If the other descriptions are so "good" then why do so many people mistype? I thought you were trying to make a BETTER system. You're just copying what is already done and I see no point in that.


----------



## Entropic (Jun 15, 2012)

Stelliferous said:


> I never said anything about attitude. In was talking about processing data so don't accuse me of typism.
> 
> If the other descriptions are so "good" then why do so many people mistype? I thought you were trying to make a BETTER system. You're just copying what is already done and I see no point in that.


Did you read the op? It outlines exactly how I want them to be different. I'm not saying that the information about the types is good, but that the format is good for people who new to the subject because it's very pedagogical. Then what information is being conveyed can of course be bad. A good pedagogical format doesn't mean that they are teaching the right thing, but that how it's taught is done in a way that makes it easy for people to understand.


----------



## Valtire (Jan 1, 2014)

@Stelliferous

Do you believe that you can write an INTJ or an ISTP description that is accurate enough for an INTJ/ISTP to equate with? Because I'm really not understanding why you can't see this as a vast improvement over the existing descriptions.

@Entropic considering it may be difficult to gather sensers, what about posting one of these threads in their individual type forums?


----------



## Entropic (Jun 15, 2012)

Fried Eggz said:


> @Stelliferous
> 
> Do you believe that you can write an INTJ or an ISTP description that is accurate enough for an INTJ/ISTP to equate with? Because I'm really not understanding why you can't see this as a vast improvement over the existing descriptions.
> 
> @Entropic considering it may be difficult to gather sensers, what about posting one of these threads in their individual type forums?


Yes, I've considered it. Do you think people are mostly properly typed in there, though? ESFP forum is pretty dead for example, with plenty of mistypes in it.


----------



## Abraxas (May 28, 2011)

Lol, oh boy. Just what we need, another forum-grown internet variation on types to mislead people even more.

Whatever, I'm sure you're more qualified to research this stuff than certified MBTI psychologists that have been researching this stuff for over 50 years. Surely your research will turn out better results than theirs, and you'll be able to implement it better than theirs.

No, seriously. Good luck with that. :^)

_P.S._ By the way bro, remember when you helped me figure out that I wasn't Ti? Remember when you pointed out that I don't seem to be off trying to invent my own systems?

Lol, good call on that. Totally nailed it.


----------



## Valtire (Jan 1, 2014)

Entropic said:


> Yes, I've considered it.
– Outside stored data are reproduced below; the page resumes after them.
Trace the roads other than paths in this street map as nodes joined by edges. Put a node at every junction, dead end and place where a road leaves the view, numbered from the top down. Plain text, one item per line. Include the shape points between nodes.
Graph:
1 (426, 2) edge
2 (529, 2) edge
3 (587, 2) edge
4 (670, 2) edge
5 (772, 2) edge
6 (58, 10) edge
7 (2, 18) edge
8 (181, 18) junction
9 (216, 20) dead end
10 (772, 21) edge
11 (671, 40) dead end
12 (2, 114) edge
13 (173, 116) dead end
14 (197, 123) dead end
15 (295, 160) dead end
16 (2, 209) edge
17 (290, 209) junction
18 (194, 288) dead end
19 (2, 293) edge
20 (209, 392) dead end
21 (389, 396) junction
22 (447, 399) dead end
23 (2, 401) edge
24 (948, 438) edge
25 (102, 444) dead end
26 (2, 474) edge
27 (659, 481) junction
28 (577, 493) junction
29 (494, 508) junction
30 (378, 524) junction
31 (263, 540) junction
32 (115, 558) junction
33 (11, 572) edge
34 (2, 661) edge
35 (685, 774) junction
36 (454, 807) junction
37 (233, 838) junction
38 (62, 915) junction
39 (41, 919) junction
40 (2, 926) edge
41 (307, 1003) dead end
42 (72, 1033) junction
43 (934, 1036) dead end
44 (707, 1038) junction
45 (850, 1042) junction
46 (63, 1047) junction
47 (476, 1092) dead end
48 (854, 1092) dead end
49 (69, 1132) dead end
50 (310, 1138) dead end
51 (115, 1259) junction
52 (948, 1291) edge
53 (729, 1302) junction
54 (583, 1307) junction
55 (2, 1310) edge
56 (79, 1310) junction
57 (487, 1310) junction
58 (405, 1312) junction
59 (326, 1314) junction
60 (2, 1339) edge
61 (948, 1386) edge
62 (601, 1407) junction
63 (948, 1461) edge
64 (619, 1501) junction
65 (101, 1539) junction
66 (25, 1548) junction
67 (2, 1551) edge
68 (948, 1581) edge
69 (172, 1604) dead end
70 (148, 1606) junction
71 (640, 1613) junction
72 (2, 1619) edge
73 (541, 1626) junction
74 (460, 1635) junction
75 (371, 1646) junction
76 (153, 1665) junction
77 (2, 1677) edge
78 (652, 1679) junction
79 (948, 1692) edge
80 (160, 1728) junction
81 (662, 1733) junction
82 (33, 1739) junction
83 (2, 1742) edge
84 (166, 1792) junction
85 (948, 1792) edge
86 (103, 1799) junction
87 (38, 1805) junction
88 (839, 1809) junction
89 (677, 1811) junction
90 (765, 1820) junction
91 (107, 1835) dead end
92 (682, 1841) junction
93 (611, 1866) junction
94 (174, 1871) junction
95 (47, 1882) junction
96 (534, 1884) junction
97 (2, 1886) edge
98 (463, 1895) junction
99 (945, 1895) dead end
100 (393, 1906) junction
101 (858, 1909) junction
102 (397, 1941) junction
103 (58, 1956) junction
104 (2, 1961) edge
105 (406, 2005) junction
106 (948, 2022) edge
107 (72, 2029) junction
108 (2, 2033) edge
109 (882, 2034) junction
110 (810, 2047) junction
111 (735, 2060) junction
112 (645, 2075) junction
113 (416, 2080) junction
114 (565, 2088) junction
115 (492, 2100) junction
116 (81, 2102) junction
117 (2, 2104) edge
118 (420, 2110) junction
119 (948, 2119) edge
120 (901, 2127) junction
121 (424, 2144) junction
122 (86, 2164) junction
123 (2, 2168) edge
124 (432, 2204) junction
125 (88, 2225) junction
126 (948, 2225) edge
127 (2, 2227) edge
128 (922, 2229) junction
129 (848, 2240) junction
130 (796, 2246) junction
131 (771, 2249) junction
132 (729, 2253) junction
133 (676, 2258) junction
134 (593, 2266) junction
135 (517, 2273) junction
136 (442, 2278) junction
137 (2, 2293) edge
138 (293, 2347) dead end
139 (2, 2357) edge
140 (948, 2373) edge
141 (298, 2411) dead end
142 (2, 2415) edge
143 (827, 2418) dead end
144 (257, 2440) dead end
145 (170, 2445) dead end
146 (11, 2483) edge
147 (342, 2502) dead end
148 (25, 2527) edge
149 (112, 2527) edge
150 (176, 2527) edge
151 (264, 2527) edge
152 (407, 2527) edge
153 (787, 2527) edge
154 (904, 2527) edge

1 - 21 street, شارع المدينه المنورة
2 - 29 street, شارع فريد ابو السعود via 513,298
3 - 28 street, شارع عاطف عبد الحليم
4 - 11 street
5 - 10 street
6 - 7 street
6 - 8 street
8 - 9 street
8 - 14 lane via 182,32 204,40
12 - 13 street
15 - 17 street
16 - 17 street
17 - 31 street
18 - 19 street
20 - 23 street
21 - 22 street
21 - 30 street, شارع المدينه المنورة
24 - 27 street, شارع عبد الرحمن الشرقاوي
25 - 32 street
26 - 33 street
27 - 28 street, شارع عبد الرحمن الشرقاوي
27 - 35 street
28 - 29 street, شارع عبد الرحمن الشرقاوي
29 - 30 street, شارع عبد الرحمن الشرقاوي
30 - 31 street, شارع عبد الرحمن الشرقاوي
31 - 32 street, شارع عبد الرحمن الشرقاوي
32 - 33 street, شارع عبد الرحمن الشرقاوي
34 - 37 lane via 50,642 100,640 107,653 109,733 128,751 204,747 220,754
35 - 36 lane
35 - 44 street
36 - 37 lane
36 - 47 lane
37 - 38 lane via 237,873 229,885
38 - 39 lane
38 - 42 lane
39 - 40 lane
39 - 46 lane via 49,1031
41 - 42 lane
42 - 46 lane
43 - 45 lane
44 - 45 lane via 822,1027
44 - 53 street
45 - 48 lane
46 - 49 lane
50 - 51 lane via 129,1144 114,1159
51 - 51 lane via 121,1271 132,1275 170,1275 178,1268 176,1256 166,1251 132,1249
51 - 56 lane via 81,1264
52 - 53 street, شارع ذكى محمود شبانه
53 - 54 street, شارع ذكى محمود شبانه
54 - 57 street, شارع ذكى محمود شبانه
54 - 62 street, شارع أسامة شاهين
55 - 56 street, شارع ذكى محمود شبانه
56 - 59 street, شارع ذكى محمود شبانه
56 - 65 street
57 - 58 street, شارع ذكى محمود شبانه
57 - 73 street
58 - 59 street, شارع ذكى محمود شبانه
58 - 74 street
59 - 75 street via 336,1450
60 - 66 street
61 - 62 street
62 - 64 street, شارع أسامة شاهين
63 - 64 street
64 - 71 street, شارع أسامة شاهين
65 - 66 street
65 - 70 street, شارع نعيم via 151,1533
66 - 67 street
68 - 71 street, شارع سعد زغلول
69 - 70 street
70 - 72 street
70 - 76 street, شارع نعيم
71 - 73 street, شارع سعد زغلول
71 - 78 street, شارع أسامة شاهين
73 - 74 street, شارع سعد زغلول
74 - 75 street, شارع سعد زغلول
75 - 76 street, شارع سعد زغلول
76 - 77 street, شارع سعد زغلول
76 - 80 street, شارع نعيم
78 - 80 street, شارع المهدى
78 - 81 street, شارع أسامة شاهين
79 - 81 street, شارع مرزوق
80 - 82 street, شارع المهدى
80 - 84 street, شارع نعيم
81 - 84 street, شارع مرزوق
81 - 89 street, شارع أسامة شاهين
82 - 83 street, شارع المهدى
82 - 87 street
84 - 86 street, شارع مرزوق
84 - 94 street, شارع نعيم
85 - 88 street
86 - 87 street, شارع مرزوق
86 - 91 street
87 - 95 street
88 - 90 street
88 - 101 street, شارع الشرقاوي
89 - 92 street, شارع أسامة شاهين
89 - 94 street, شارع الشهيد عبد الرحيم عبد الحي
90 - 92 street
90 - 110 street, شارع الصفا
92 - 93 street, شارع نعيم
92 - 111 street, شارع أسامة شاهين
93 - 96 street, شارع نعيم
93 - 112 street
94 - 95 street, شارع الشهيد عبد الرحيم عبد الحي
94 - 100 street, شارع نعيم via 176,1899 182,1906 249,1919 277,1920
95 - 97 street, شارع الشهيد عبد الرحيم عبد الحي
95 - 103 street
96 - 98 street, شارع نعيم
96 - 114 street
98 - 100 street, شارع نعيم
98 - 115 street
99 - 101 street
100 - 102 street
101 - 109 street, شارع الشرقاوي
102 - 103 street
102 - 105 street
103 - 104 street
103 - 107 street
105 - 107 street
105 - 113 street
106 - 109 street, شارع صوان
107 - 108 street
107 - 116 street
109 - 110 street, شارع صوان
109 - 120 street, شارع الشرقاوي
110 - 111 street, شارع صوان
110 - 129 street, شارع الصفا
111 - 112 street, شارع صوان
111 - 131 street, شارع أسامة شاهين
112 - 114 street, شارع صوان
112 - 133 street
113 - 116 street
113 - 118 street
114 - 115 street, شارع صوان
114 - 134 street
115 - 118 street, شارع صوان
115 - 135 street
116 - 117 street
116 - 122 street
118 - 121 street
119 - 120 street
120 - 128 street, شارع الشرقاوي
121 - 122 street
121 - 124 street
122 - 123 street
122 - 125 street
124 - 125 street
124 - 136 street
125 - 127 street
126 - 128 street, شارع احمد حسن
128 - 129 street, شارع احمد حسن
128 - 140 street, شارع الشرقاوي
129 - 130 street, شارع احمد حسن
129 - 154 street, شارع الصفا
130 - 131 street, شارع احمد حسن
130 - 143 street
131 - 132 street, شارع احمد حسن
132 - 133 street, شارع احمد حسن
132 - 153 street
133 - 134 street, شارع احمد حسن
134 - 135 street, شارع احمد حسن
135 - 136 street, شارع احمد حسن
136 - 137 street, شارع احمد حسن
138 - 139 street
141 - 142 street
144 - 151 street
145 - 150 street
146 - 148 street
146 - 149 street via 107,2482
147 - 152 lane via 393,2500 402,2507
Do you think people are mostly properly typed in there, though? ESFP forum is pretty dead for example, with plenty of mistypes in it.


It's been a while since I went in there. Last I checked, there were a few active real ISTPs in the ISTP section. ISFP seemed to contain ISFJs. Despite the mistypings, I think it could be a decent source. Worst case scenario, you get volunteers who are mistyped and you tell them.



Abraxas said:


> Whatever, I'm sure you're more qualified to research this stuff than certified MBTI psychologists that have been researching this stuff for over 50 years. Surely your research will turn out better results than theirs, and you'll be able to implement it better than theirs.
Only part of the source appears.